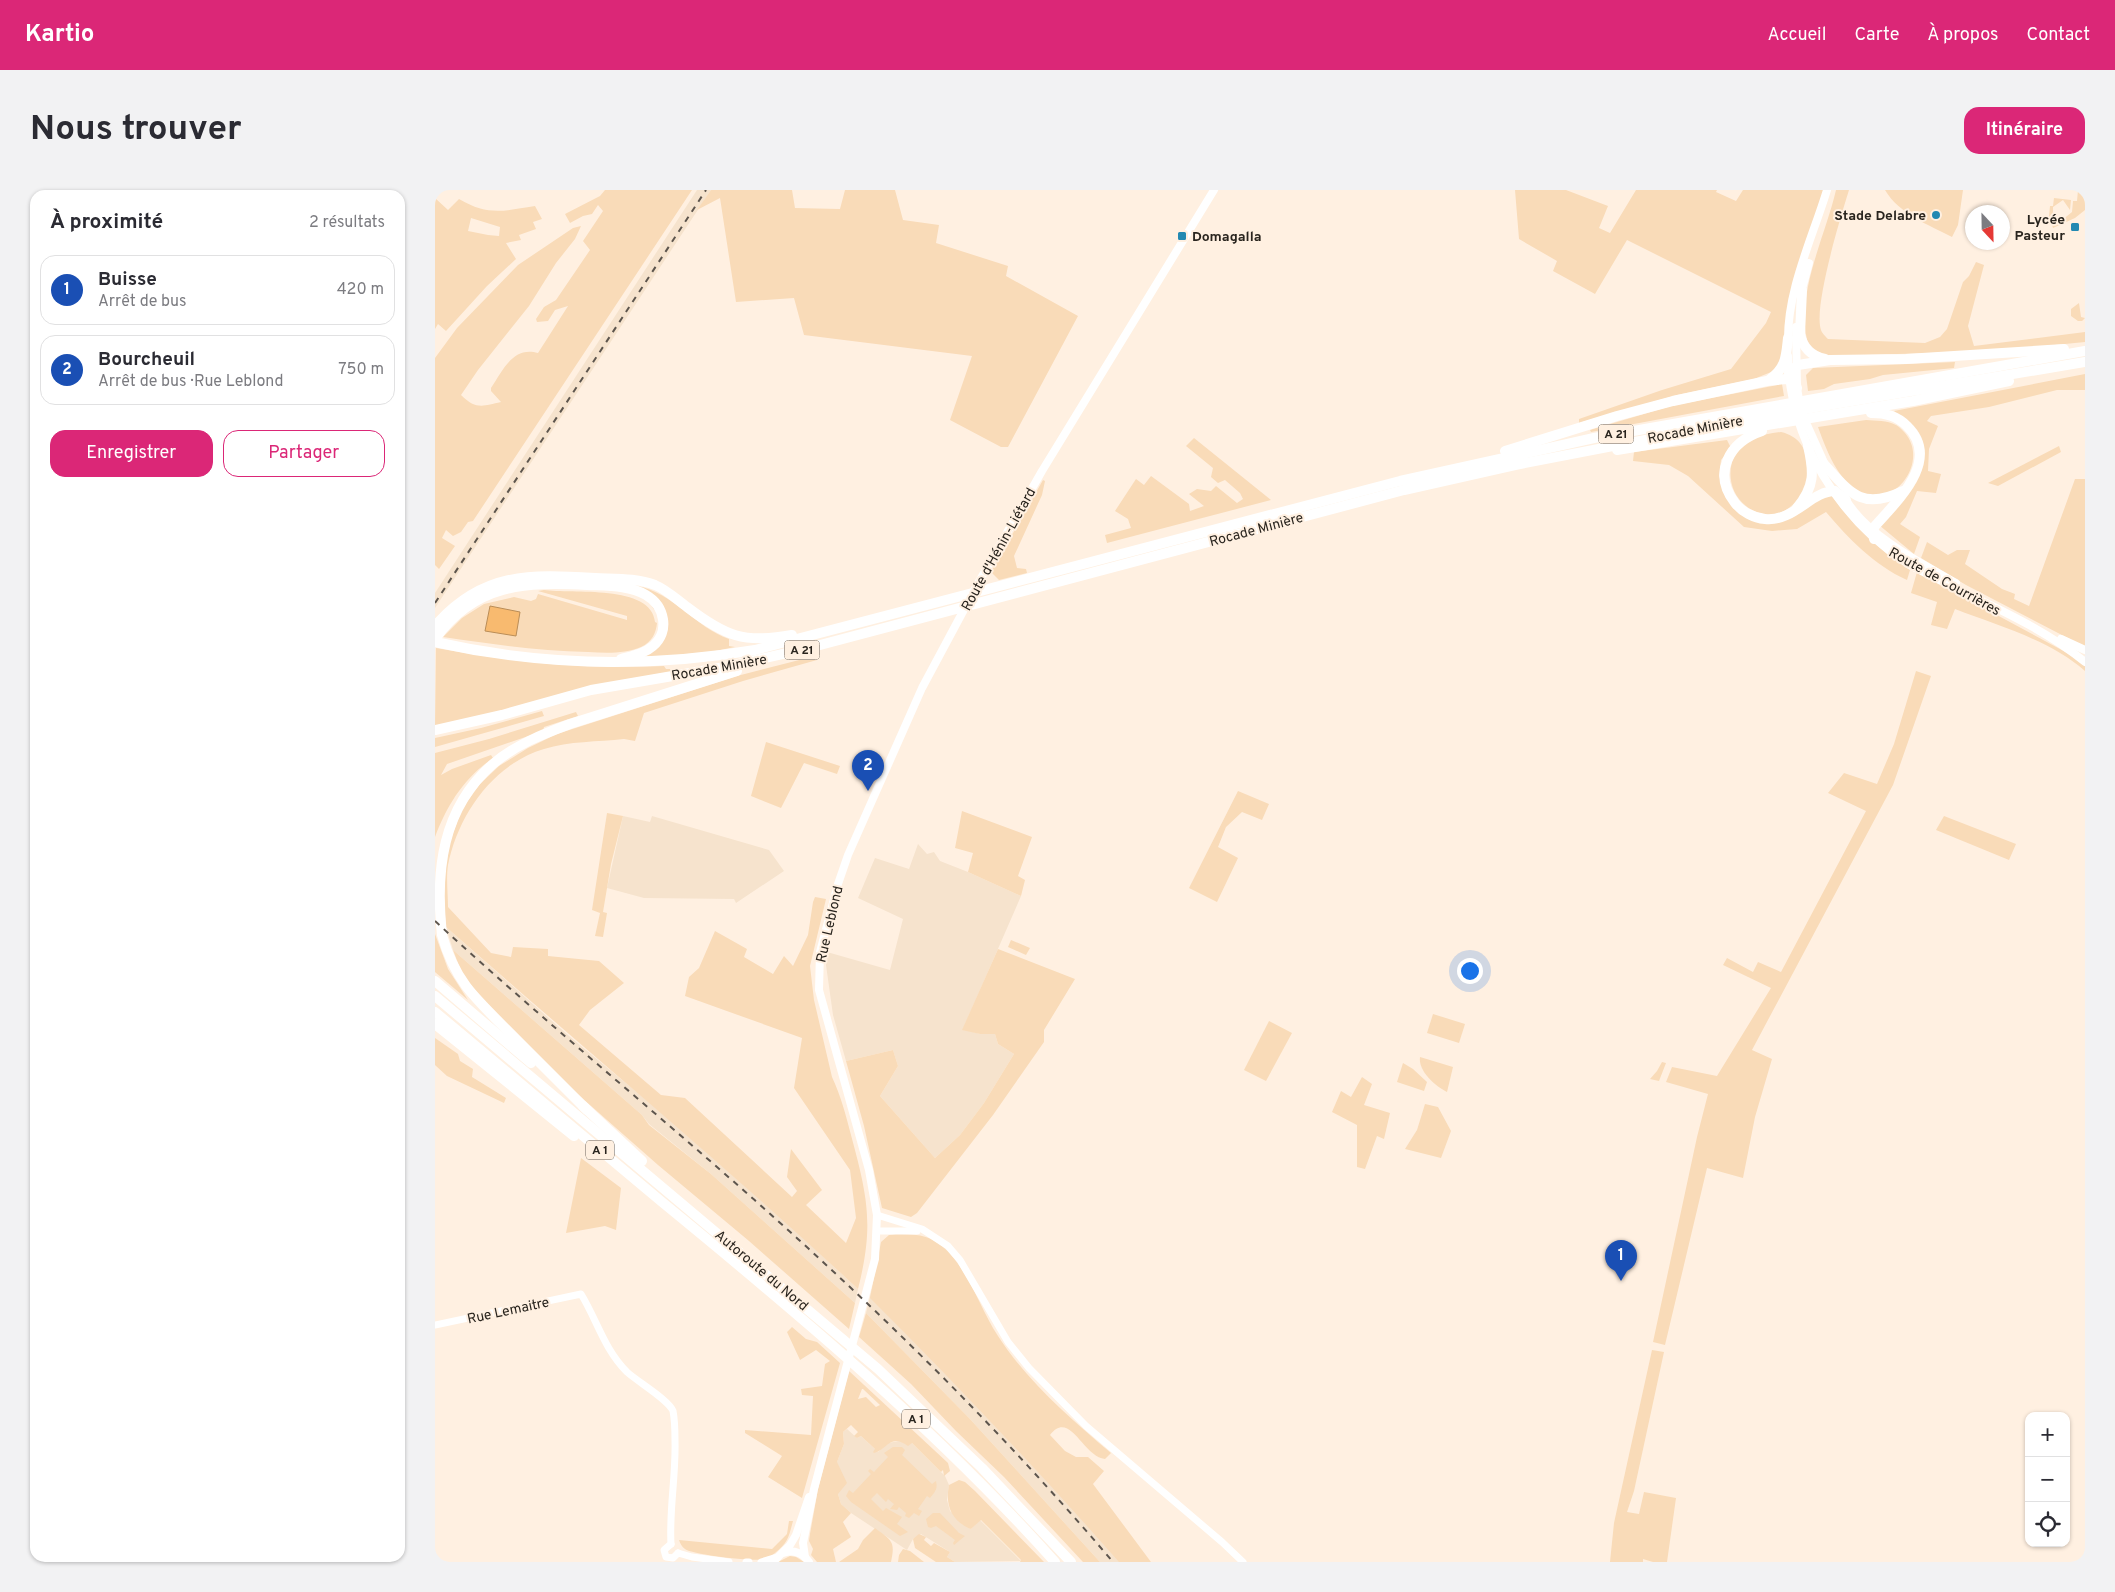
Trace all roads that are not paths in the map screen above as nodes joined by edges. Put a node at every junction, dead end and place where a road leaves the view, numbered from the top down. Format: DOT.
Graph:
graph roads {
  1 [pos="1214,190"];
  2 [pos="1827,190"];
  3 [pos="1832,190"];
  4 [pos="1802,290"];
  5 [pos="1788,338"];
  6 [pos="2082,349"];
  7 [pos="1830,360"];
  8 [pos="2085,362"];
  9 [pos="1793,379"];
  10 [pos="1767,381"];
  11 [pos="1851,412"];
  12 [pos="1784,423"];
  13 [pos="1807,435"];
  14 [pos="1808,446"];
  15 [pos="1824,464"];
  16 [pos="1515,465"];
  17 [pos="1400,481"];
  18 [pos="1906,489"];
  19 [pos="1832,491"];
  20 [pos="1846,500"];
  21 [pos="1794,512"];
  22 [pos="1874,534"];
  23 [pos="1926,570"];
  24 [pos="435,626"];
  25 [pos="842,628"];
  26 [pos="436,642"];
  27 [pos="805,649"];
  28 [pos="2085,650"];
  29 [pos="2085,662"];
  30 [pos="601,663"];
  31 [pos="435,730"];
  32 [pos="886,768"];
  33 [pos="435,981"];
  34 [pos="435,996"];
  35 [pos="435,1012"];
  36 [pos="435,1024"];
  37 [pos="435,1031"];
  38 [pos="465,1049"];
  39 [pos="587,1110"];
  40 [pos="695,1214"];
  41 [pos="877,1215"];
  42 [pos="878,1231"];
  43 [pos="926,1231"];
  44 [pos="765,1287"];
  45 [pos="435,1325"];
  46 [pos="814,1489"];
  47 [pos="671,1544"];
  48 [pos="678,1553"];
  49 [pos="777,1557"];
  50 [pos="807,1559"];
  51 [pos="729,1562"];
  52 [pos="761,1562"];
  53 [pos="1055,1562"];
  54 [pos="1071,1562"];
  55 [pos="1243,1562"];
  1 -- 32 [label="main road, Route d'Hénin-Liétard"];
  2 -- 5 [label="main road, Route de Courrières"];
  3 -- 4 [label="main road, Route de Courrières"];
  4 -- 7 [label="highway"];
  4 -- 9 [label="main road, Route de Courrières"];
  5 -- 9 [label="main road, Route de Courrières"];
  5 -- 10 [label="highway"];
  6 -- 7 [label="highway"];
  6 -- 17 [label="highway, Rocade Minière / A 21"];
  7 -- 9 [label="highway"];
  8 -- 11 [label="highway"];
  8 -- 16 [label="highway, Rocade Minière / A 21"];
  9 -- 10 [label="highway"];
  9 -- 13 [label="main road, Route de Courrières"];
  10 -- 17 [label="highway"];
  11 -- 12 [label="highway"];
  11 -- 18 [label="highway"];
  12 -- 16 [label="highway"];
  12 -- 21 [label="highway"];
  13 -- 14 [label="main road, Route de Courrières"];
  13 -- 15 [label="main road, Route de Courrières"];
  14 -- 19 [label="main road, Route de Courrières"];
  14 -- 21 [label="highway"];
  15 -- 18 [label="highway"];
  15 -- 20 [label="main road, Route de Courrières"];
  16 -- 27 [label="highway, Rocade Minière / A 21"];
  17 -- 25 [label="highway, Rocade Minière / A 21"];
  18 -- 22 [label="highway"];
  19 -- 20 [label="highway"];
  19 -- 21 [label="highway"];
  19 -- 22 [label="main road, Route de Courrières"];
  20 -- 22 [label="main road, Route de Courrières"];
  22 -- 23 [label="main road, Route de Courrières"];
  23 -- 28 [label="main road, Route de Courrières"];
  23 -- 29 [label="main road, Route de Courrières"];
  24 -- 25 [label="highway"];
  25 -- 30 [label="highway, Rocade Minière / A 21"];
  26 -- 30 [label="highway, Rocade Minière / A 21"];
  26 -- 30 [label="highway"];
  27 -- 31 [label="highway, Rocade Minière / A 21"];
  27 -- 39 [label="highway"];
  32 -- 41 [label="main road, Rue Leblond"];
  33 -- 39 [label="highway"];
  34 -- 40 [label="highway, Autoroute du Nord / A 1"];
  35 -- 44 [label="highway, Autoroute du Nord / A 1"];
  36 -- 38 [label="highway"];
  37 -- 38 [label="highway"];
  38 -- 44 [label="highway"];
  39 -- 40 [label="highway"];
  40 -- 54 [label="highway, Autoroute du Nord / A 1"];
  41 -- 42 [label="main road, Rue Leblond"];
  41 -- 43 [label="street"];
  42 -- 43 [label="street"];
  42 -- 46 [label="main road, Rue Leblond"];
  43 -- 55 [label="street"];
  44 -- 53 [label="highway, Autoroute du Nord / A 1"];
  45 -- 47 [label="street, Rue Lemaitre"];
  46 -- 49 [label="main road"];
  46 -- 50 [label="main road"];
  47 -- 48 [label="street"];
  47 -- 48 [label="street"];
  48 -- 51 [label="street"];
  49 -- 50 [label="main road"];
  49 -- 52 [label="street"];
}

- PROBLEM REQUIREMENTS
Copy out, from the listing above, every line that contains the string "Autoroute".

- RESULT OF THIS EXERCISE
  34 -- 40 [label="highway, Autoroute du Nord / A 1"];
  35 -- 44 [label="highway, Autoroute du Nord / A 1"];
  40 -- 54 [label="highway, Autoroute du Nord / A 1"];
  44 -- 53 [label="highway, Autoroute du Nord / A 1"];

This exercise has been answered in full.